Da topic centered a self centered
Lo sviluppo dei social media è sintomo di un inviluppo sociale, oppure è solo questione di prospettive?
Salve, io sono Alessandro “Morloi” Grazioli e questa è Ex-perimentia, il diario di un vecchio brontolone che guarda l’internet ed il mondo da un oblò.
La pausa è stata un po’ più lunga, settembre, il vero capodanno italiano, è cominciato, il Covid è ancora qua e l’inverno sarà una incognita, again.
Durante questa pausa, prima di fare un po’ di digital detox, che sta sempre bene, ho preso la decisione di chiudere una roba lasciata a metà 25 anni fa o giù di lì: mi sono riscritto all’università e ricomincio a studiare.

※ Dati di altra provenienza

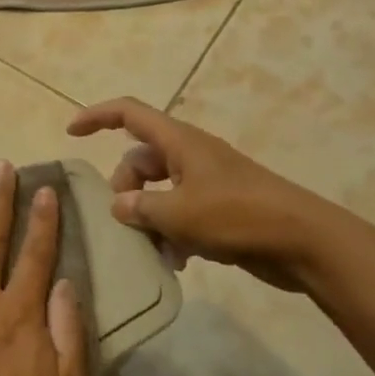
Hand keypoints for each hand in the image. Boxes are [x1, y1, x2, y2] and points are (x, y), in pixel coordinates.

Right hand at [67, 97, 343, 291]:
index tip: (71, 132)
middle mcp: (189, 155)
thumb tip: (119, 205)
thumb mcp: (178, 213)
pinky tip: (175, 261)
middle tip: (126, 220)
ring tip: (152, 248)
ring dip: (148, 217)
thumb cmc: (237, 216)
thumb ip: (140, 207)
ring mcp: (206, 182)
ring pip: (158, 191)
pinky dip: (171, 232)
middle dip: (125, 188)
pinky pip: (180, 213)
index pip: (129, 113)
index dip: (97, 116)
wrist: (304, 242)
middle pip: (140, 160)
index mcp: (178, 142)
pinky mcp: (220, 209)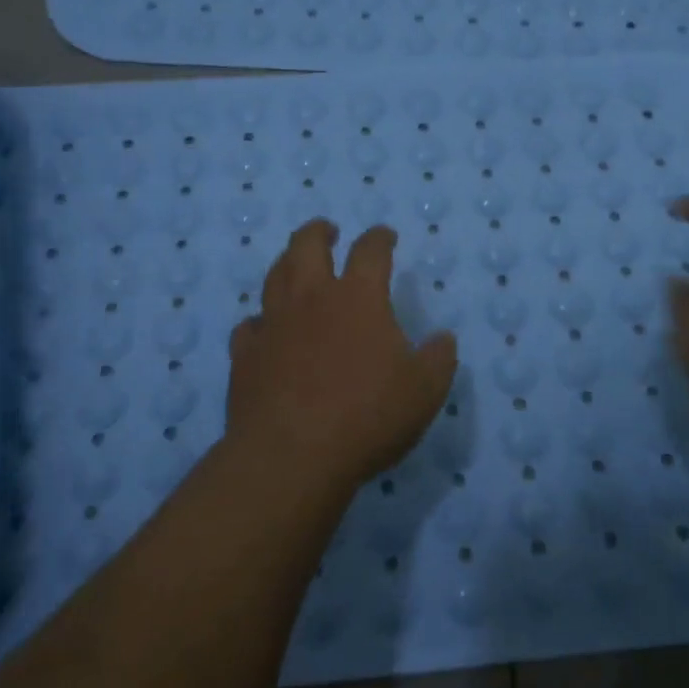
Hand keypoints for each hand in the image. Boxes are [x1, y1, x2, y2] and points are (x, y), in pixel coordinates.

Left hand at [226, 220, 458, 490]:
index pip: (370, 250)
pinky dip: (260, 321)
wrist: (292, 456)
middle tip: (328, 231)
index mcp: (358, 297)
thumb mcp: (425, 390)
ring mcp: (273, 324)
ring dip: (287, 263)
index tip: (385, 236)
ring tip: (295, 265)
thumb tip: (443, 339)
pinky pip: (249, 326)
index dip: (379, 238)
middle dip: (319, 232)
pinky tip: (265, 329)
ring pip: (274, 276)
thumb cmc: (367, 416)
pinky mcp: (245, 355)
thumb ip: (439, 359)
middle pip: (307, 245)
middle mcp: (311, 299)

Perché? Boh, per tanti motivi e nessuno, probabilmente fa anche parte della crisi di mezza età. Di certo l’ho fatto anche perché, nell’ordine, per
recuperare il mio cv universitario
partecipare ad un concorso per titoli per l’iscrizione ad anni successivi al primo
iscrivermi al corso
attivare la mail universitaria e gli strumenti collegati
contattare segreteria per finalizzare il riconoscimento dei crediti
contattare la prof per anticipare il primo esame e ricevere ragguagli (e slide)
ho dovuto usare semplicemente lo spid e l’account email universitario, senza muovere il culo dalla mia comoda sedia. Poi uno dice l’Internet.
Ma torniamo a noi. Oggi ho voglia di ragionare, assieme a voi, su uno dei temi di cui si discute dall’avvento dei primi social: è vero che l’uso - e abuso - dei moderni strumenti di socializzazione digitale è primariamente egoriferito?
I social sono semplicemente uno specchio delle vanità, oppure rappresentano ancora il disperato e umano tentativo di condividere una parte di se stessi per ritrovarla negli altri e sentirsi meno soli?
Badate, non sarà in alcun modo un “ehhh, quanto si stava meglio, quando si stava peggio”, piuttosto il tentativo di capire se sia così vero lo spostamento in chiave egocentrica tante volte attribuito ai social.
A fondo newsletter, per chi ancora non l’avesse capito, musica e GdR/boardgame.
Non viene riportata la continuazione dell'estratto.